I am often asked how to get better at something. It is a great honor for someone else to recognize a set of skills that I work hard to hone, but I honestly want to answer “the hell if I know.” Last week I talked with someone that was interested in strengthening their programming skills and perhaps converting some of their home grown code into a package for others to use. For the first time I answered honestly, “You’re going to suck, but it will get better.”
Our science and the process of doing that science will not be perfect, but it should get better as we move through our careers. I’m pretty proud of the computational tools that I’ve developed over the years. I know that a hardcore software engineer would cringe at some of our code, that it spans more than 170,000 lines, our public test coverage is pathetic, our willingness to comment the code comes in waves, etc. Want to know something really scary? The predecessor of mothur, DOTUR, was originally written in Perl. I used that program to help me learn Perl. With that code, clustering a dataset of 250 sequences into operational taxonomic units took 45 minutes. And I thought it was pretty awesome. I wrote another tool, s-libshuff in Perl. My collaborator, Bret Larget, showed me his code for the same program in C++. His kicked my ass. So, I used that exercise to learn C++ and apply that skill to rewrite DOTUR. The dataset now clustered in under a minute. This iteration continued and although mothur has various warts, it is considerably better than that original Perl script. Even with these warts (most of which are invisible to most users), mothur works really well and has been cited 3,390 times since December 2009. What if we had waited until we had the perfect package? It never would have been published. What if I had never acknowledged how much that Perl code sucked? It never would have gotten any better.

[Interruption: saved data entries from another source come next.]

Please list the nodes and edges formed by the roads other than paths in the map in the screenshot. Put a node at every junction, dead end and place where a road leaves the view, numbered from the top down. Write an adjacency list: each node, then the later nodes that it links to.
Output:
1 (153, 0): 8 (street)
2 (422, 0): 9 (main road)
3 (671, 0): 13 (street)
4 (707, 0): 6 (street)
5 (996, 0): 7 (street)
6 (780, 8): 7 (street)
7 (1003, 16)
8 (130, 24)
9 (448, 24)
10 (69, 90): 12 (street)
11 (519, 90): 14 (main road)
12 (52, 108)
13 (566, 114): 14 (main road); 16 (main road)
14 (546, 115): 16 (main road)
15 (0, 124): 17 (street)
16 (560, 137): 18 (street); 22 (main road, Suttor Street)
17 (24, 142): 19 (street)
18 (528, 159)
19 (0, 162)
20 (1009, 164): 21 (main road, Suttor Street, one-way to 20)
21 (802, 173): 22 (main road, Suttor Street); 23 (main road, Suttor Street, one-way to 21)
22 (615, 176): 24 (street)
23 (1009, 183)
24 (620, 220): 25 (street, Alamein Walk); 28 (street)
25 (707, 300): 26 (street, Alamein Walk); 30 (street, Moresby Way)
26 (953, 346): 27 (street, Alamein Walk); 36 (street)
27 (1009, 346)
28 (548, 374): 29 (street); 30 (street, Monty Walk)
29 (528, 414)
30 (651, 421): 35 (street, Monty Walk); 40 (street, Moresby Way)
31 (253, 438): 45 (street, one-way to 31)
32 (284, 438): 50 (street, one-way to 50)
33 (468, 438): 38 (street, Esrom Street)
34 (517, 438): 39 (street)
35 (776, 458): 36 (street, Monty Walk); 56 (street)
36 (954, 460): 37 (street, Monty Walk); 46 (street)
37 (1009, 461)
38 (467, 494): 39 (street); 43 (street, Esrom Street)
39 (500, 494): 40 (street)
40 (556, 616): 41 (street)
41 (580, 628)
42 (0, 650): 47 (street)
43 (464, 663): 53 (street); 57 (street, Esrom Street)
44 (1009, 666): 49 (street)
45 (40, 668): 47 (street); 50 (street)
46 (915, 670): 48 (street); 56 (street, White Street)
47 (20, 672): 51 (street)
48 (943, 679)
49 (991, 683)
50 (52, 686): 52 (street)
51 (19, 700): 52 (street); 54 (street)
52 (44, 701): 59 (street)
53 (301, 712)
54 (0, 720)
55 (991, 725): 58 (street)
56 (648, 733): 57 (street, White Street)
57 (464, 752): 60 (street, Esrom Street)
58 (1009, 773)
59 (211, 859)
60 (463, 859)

Fast forward to 2013 when a postdoc working in my lab, Tao Ding, and I were working on a paper looking at the co-variation of microbial community types across the human body. This concept of community types or enterotypes has been controversial (here, here, and here). Although people could quibble with the concept and interpretation of those community types, I didn’t want them to quibble with our execution of the methods. I wanted to make them as reproducible as I could. So we generated an IPython notebook describing all of the commands that we ran to generate our results. This notebook definitely documents everything we did. It is also a monstrosity. Through this process I learned a few things that would serve me in my next project including things I liked and didn’t like about IPython notebooks. In our next paper we wrote it entirely as an R markdown document. I enjoyed this process a lot more and felt it did a better job of showing readers directly where the code came from for different parts of the paper. But it was still a monstrosity and took forever to render the code to a document that we could submit. Next, I wondered whether I could encapsulate away a bunch of the heavy lifting in the computational steps to separate scripts run outside of the R markdown document. I basically made my own version of the program make. Of course, my version sucked. Shortly after this paper was completed I heard Karl Broman make a comment that was something to the effect that make was central to everything he does for making his work reproducible. He is even more forceful on his website, “I would argue that the most important tool for reproducible research is not Sweave or knitr but GNU make”. I then spent the week between Christmas and New Years re-doing an old paper in a reproducible manner using make to force myself to learn make. I’ve written a few more papers using make to control all the heavy lifting that then feeds into an R markdown document that is the paper. I feel really good about my process at this point, but it’s taken me nearly two years and I’m sure it could be better. The key is that through each iteration it has gotten better and I appreciate that my process probably still sucks. More worrisome, is that I have yet to teach my peeps how to use this workflow.
As I think about these two anecdotes and others from my professional and personal life I know that many times I’ve sucked until I’ve made it work well. I feel best about the things where I’ve polished skills to a point where I can at least get my head around where I still have weaknesses and can at least think about the types of things I need to work on. For example, I know that my use of make is still pretty hacky and perhaps not as efficient as it could be. The make file for the last paper I published had 954 lines! I suspect that with a better understanding of make, I could have cut that in half. I’m not going to hit the brakes and stop working on my ongoing projects until I figure out how to perfect my process. After all, I may be too hard on myself and the results I get aren’t wrong. It’s just the process that isn’t ideal and doesn’t lend itself super well to being extended by others. How do I get better now? My plan is to post a snippet of one make file as a blogpost and get feedback from others on what they see as strengths and weaknesses of my approach. I’ve had this idea for a few weeks now, but have been far too proud to bare my soul and let others realize that not only does it suck, but it really sucks.
We live in a world where we either expect that we can be experts in under 24 hours or we can never be experts because you greatness is a gift. Both of these ideas are insulting to people that have busted their asses to get better. The concept of needing 10,000 hours to become an expert is controversial, but even the studies that call this into question still say that practice is important. I know that whenever I’ve wanted to pick up a skill, it’s taken a lot of mistakes and repetition to get better at a skill. Just remember, you’re going to suck, but it will get better.